▸ WHAT IS NEEDED:
Without the pictures, copy all the entries below exactly.

Stored data
····················

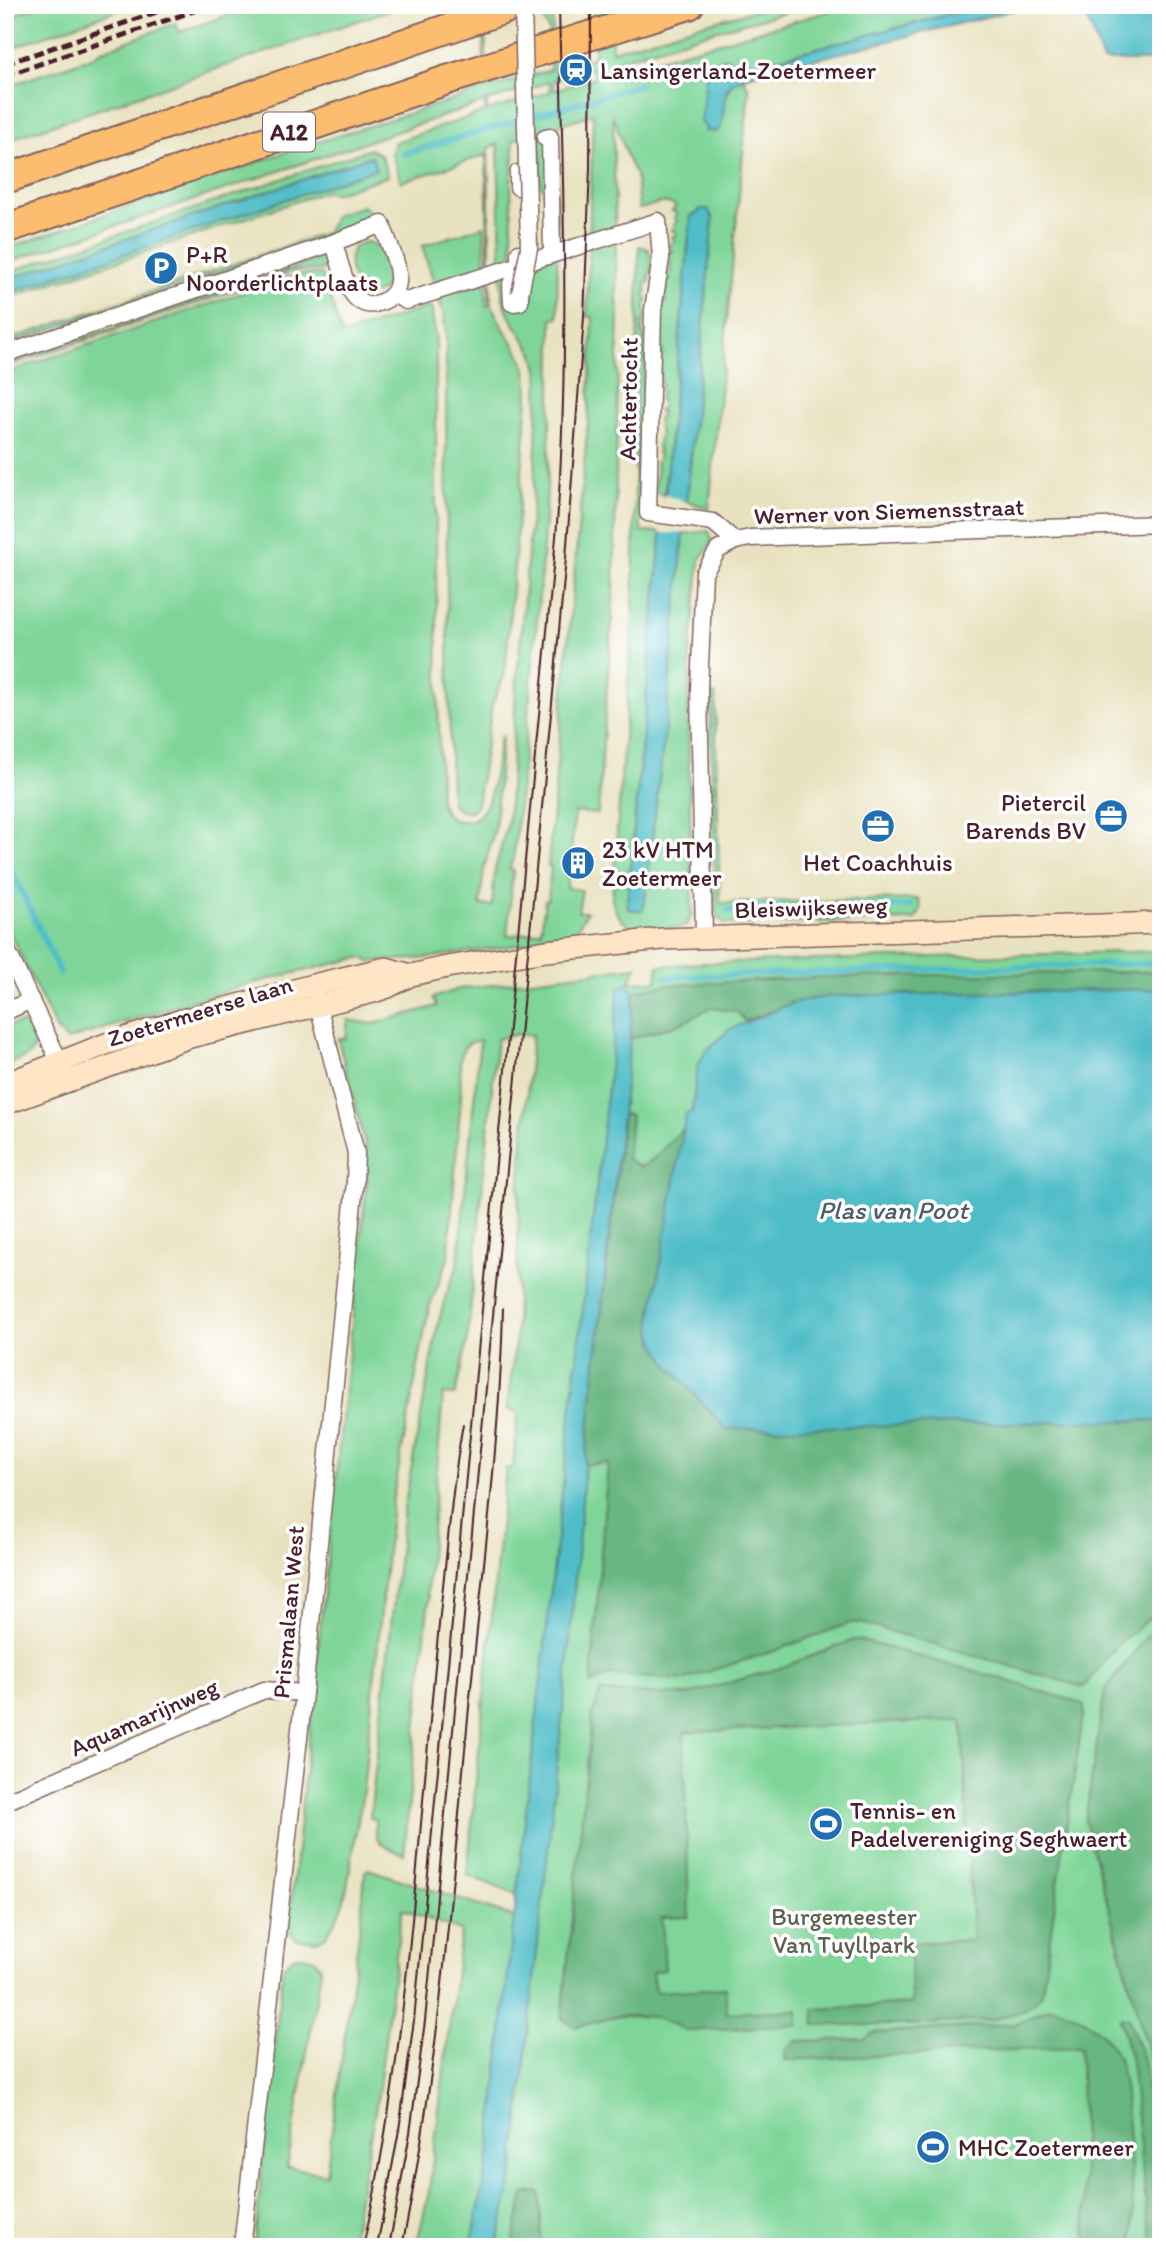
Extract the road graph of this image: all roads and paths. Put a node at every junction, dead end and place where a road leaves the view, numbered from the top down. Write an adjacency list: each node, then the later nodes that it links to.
1 (517, 5): 6 (highway, A12)
2 (523, 5): 5 (street, bridge)
3 (689, 5): 8 (highway, A12)
4 (545, 138): 10 (street)
5 (527, 173): 7 (street); 11 (street, bridge)
6 (5, 179)
7 (518, 187)
8 (5, 229)
9 (334, 243): 12 (street); 12 (street); 13 (street)
10 (552, 254): 11 (street); 15 (street, Achtertocht)
11 (519, 259): 12 (street)
12 (393, 294)
13 (5, 354)
14 (1161, 524): 15 (street, Werner von Siemensstraat)
15 (735, 541): 17 (street, Werner von Siemensstraat)
16 (1161, 923): 17 (street, Bleiswijkseweg)
17 (704, 936): 19 (street, Bleiswijkseweg)
18 (5, 946): 21 (street)
19 (465, 964): 20 (street, Zoetermeerse laan)
20 (316, 994): 23 (street, Zoetermeerse laan); 26 (street, Prismalaan West)
21 (31, 1000): 22 (street); 23 (street)
22 (5, 1012)
23 (61, 1071): 24 (street, Zoetermeerse laan); 25 (street, Zoetermeerse laan)
24 (5, 1084)
25 (5, 1104)
26 (304, 1693): 27 (street, Aquamarijnweg); 28 (street, Prismalaan West)
27 (5, 1802)
28 (242, 2247)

····················

▸ FINISHED TASK:
Extract the road graph of this image: all roads and paths. Put a node at every junction, dead end and place where a road leaves the view, numbered from the top down. Write an adjacency list: each node, then the later nodes that it links to.
1 (517, 5): 6 (highway, A12)
2 (523, 5): 5 (street, bridge)
3 (689, 5): 8 (highway, A12)
4 (545, 138): 10 (street)
5 (527, 173): 7 (street); 11 (street, bridge)
6 (5, 179)
7 (518, 187)
8 (5, 229)
9 (334, 243): 12 (street); 12 (street); 13 (street)
10 (552, 254): 11 (street); 15 (street, Achtertocht)
11 (519, 259): 12 (street)
12 (393, 294)
13 (5, 354)
14 (1161, 524): 15 (street, Werner von Siemensstraat)
15 (735, 541): 17 (street, Werner von Siemensstraat)
16 (1161, 923): 17 (street, Bleiswijkseweg)
17 (704, 936): 19 (street, Bleiswijkseweg)
18 (5, 946): 21 (street)
19 (465, 964): 20 (street, Zoetermeerse laan)
20 (316, 994): 23 (street, Zoetermeerse laan); 26 (street, Prismalaan West)
21 (31, 1000): 22 (street); 23 (street)
22 (5, 1012)
23 (61, 1071): 24 (street, Zoetermeerse laan); 25 (street, Zoetermeerse laan)
24 (5, 1084)
25 (5, 1104)
26 (304, 1693): 27 (street, Aquamarijnweg); 28 (street, Prismalaan West)
27 (5, 1802)
28 (242, 2247)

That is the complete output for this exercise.